• _Exercise_
Each line with the string "give" is to be copied from the records below.

• _Data supplied_
BEGIN
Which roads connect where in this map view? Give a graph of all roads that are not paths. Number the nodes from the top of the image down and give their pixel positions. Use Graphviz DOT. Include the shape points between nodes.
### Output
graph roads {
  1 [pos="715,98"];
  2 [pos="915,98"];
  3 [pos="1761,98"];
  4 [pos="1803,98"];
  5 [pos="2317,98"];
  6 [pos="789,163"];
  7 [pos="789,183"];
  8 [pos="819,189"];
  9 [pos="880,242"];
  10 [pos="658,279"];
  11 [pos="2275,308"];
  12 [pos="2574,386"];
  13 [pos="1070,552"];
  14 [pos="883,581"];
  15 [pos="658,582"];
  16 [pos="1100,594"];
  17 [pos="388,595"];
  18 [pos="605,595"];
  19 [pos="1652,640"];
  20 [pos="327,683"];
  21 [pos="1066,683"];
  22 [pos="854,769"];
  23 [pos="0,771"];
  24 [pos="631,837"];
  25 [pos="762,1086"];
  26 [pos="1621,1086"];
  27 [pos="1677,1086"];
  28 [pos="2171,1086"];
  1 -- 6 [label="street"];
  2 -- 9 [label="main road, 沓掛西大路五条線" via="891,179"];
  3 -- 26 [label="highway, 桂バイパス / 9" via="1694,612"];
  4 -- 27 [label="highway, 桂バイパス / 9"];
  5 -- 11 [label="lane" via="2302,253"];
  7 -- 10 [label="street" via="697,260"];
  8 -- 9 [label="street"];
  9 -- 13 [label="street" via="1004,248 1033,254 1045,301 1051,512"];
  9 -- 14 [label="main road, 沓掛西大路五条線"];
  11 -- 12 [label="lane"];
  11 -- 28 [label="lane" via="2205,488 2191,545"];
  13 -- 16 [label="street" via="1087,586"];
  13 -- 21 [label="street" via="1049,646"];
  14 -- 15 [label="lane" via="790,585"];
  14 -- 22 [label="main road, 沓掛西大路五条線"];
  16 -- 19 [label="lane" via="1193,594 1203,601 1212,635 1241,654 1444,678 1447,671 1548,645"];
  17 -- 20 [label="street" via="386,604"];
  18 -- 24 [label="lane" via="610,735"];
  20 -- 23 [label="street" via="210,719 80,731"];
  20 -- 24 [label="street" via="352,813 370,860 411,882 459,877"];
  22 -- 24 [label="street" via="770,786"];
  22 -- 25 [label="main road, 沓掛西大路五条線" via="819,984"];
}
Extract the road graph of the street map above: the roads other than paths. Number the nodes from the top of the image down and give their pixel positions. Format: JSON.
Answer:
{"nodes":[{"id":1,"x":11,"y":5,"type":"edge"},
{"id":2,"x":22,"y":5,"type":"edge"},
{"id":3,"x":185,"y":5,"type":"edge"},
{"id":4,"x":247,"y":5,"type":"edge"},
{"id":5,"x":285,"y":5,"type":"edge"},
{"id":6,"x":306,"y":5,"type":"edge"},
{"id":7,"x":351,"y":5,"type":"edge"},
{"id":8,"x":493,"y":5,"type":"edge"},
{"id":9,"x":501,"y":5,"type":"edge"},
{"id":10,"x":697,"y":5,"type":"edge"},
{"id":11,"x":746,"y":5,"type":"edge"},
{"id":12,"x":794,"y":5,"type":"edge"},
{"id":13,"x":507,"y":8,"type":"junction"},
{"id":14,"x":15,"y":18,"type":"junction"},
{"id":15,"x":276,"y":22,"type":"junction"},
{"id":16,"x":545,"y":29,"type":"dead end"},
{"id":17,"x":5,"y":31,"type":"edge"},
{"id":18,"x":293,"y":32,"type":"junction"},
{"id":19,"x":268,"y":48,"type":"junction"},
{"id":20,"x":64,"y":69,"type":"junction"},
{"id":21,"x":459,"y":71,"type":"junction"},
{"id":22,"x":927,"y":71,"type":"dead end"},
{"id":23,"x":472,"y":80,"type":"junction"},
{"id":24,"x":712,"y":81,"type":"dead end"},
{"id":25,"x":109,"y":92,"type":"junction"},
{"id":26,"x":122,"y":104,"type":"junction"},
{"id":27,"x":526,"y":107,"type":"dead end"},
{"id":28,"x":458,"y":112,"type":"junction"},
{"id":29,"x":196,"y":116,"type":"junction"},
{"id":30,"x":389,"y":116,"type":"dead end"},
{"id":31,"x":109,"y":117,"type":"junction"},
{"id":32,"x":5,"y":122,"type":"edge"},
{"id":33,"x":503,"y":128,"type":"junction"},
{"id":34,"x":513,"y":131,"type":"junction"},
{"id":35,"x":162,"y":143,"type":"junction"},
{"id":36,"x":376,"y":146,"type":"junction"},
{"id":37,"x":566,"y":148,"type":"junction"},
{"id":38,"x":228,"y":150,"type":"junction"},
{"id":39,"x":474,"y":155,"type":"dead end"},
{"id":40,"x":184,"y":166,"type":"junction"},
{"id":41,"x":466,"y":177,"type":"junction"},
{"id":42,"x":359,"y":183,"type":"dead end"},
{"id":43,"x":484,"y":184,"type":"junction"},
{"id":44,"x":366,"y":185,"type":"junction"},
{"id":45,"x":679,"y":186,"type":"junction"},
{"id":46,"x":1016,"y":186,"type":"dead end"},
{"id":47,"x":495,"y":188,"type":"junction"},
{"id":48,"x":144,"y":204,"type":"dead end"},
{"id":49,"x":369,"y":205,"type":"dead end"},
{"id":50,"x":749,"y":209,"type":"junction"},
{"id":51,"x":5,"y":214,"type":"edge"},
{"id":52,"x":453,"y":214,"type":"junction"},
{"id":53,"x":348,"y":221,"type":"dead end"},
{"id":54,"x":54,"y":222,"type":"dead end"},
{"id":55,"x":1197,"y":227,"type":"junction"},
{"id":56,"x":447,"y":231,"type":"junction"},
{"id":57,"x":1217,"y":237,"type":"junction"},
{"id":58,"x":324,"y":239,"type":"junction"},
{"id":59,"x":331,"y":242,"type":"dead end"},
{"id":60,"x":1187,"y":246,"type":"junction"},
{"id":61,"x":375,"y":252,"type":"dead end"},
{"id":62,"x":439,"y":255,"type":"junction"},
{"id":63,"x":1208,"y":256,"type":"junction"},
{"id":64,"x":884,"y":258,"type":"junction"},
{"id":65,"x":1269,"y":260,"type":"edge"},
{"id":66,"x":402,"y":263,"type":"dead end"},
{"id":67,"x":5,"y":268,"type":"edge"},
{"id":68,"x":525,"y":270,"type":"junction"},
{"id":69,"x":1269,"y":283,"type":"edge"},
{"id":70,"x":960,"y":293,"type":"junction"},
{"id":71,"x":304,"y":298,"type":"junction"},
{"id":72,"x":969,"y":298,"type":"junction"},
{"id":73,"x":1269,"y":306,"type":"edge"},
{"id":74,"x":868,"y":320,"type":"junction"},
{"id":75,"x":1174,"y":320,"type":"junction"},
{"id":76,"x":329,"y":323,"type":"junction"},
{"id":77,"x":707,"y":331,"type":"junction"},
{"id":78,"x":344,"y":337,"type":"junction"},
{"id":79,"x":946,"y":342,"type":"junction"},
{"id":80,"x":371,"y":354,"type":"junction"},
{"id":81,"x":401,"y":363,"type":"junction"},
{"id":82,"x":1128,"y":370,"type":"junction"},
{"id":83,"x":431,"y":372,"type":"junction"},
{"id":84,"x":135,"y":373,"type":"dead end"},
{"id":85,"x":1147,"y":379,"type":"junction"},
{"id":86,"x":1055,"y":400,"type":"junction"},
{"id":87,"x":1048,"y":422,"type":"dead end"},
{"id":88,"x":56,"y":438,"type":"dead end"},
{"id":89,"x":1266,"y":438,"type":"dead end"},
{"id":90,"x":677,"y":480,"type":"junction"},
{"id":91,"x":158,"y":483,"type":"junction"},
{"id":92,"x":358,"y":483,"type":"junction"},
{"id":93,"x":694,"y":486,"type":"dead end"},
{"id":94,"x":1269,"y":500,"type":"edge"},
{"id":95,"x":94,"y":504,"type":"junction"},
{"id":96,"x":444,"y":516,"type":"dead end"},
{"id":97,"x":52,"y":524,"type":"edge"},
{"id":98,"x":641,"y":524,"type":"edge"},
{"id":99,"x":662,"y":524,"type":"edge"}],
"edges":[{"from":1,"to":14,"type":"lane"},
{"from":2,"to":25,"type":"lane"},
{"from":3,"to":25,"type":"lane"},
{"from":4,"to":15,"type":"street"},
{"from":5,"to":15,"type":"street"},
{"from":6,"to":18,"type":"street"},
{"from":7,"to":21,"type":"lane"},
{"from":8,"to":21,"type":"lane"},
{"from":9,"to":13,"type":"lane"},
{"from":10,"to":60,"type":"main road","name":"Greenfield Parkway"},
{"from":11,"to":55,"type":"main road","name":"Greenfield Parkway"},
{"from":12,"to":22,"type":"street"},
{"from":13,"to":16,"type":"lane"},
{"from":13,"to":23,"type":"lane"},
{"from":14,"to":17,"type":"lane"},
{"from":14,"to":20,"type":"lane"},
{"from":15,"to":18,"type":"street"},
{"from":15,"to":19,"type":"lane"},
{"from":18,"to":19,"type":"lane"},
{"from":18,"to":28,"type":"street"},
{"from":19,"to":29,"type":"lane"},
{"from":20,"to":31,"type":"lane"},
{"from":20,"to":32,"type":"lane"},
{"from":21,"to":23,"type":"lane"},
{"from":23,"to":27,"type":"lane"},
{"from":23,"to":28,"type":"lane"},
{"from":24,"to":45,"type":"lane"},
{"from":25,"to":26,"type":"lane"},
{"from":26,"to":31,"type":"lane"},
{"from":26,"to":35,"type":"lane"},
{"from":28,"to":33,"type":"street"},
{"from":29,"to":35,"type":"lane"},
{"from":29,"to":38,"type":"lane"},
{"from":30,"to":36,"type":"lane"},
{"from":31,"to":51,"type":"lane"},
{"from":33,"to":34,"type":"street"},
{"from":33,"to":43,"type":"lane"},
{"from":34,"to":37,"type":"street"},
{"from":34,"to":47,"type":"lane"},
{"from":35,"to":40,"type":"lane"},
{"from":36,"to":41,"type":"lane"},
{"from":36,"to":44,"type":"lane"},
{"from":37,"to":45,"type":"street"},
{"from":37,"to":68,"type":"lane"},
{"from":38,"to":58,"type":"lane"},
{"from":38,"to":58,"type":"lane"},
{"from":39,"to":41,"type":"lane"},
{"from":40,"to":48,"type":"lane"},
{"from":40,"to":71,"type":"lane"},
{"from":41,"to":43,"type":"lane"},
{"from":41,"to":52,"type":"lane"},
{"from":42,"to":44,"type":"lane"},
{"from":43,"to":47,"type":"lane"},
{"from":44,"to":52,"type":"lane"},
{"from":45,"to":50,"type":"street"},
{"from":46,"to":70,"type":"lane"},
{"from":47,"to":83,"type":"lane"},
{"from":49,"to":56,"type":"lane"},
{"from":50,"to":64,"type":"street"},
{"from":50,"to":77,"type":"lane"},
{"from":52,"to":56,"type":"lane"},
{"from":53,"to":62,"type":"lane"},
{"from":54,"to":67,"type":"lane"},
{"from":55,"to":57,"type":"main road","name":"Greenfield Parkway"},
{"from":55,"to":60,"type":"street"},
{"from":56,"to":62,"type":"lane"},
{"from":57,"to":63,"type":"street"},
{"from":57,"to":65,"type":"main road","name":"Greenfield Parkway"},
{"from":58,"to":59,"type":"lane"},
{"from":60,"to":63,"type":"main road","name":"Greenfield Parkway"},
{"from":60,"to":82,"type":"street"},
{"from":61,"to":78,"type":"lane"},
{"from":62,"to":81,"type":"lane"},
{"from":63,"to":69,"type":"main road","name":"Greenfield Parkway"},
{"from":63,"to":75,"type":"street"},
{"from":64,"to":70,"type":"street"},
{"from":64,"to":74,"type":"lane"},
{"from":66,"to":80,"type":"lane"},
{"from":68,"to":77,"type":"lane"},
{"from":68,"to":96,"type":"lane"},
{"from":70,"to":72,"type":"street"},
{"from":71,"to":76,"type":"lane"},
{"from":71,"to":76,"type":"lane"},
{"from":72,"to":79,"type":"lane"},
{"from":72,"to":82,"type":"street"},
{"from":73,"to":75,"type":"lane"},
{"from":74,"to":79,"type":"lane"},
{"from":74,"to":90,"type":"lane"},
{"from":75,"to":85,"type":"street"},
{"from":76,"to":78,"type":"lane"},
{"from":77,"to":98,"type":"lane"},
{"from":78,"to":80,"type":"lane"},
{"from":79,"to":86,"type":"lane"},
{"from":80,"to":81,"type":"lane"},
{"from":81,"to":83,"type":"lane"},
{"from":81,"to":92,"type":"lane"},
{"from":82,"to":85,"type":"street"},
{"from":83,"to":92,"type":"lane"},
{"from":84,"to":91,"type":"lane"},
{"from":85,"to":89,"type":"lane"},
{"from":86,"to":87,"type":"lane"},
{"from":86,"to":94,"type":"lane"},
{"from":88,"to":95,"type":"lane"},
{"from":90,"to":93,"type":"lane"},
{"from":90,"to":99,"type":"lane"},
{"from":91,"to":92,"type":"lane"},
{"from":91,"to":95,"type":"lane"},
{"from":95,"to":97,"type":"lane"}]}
END
• _Your solution_
Which roads connect where in this map view? Give a graph of all roads that are not paths. Number the nodes from the top of the image down and give their pixel positions. Use Graphviz DOT. Include the shape points between nodes.
Extract the road graph of the street map above: the roads other than paths. Number the nodes from the top of the image down and give their pixel positions. Format: JSON.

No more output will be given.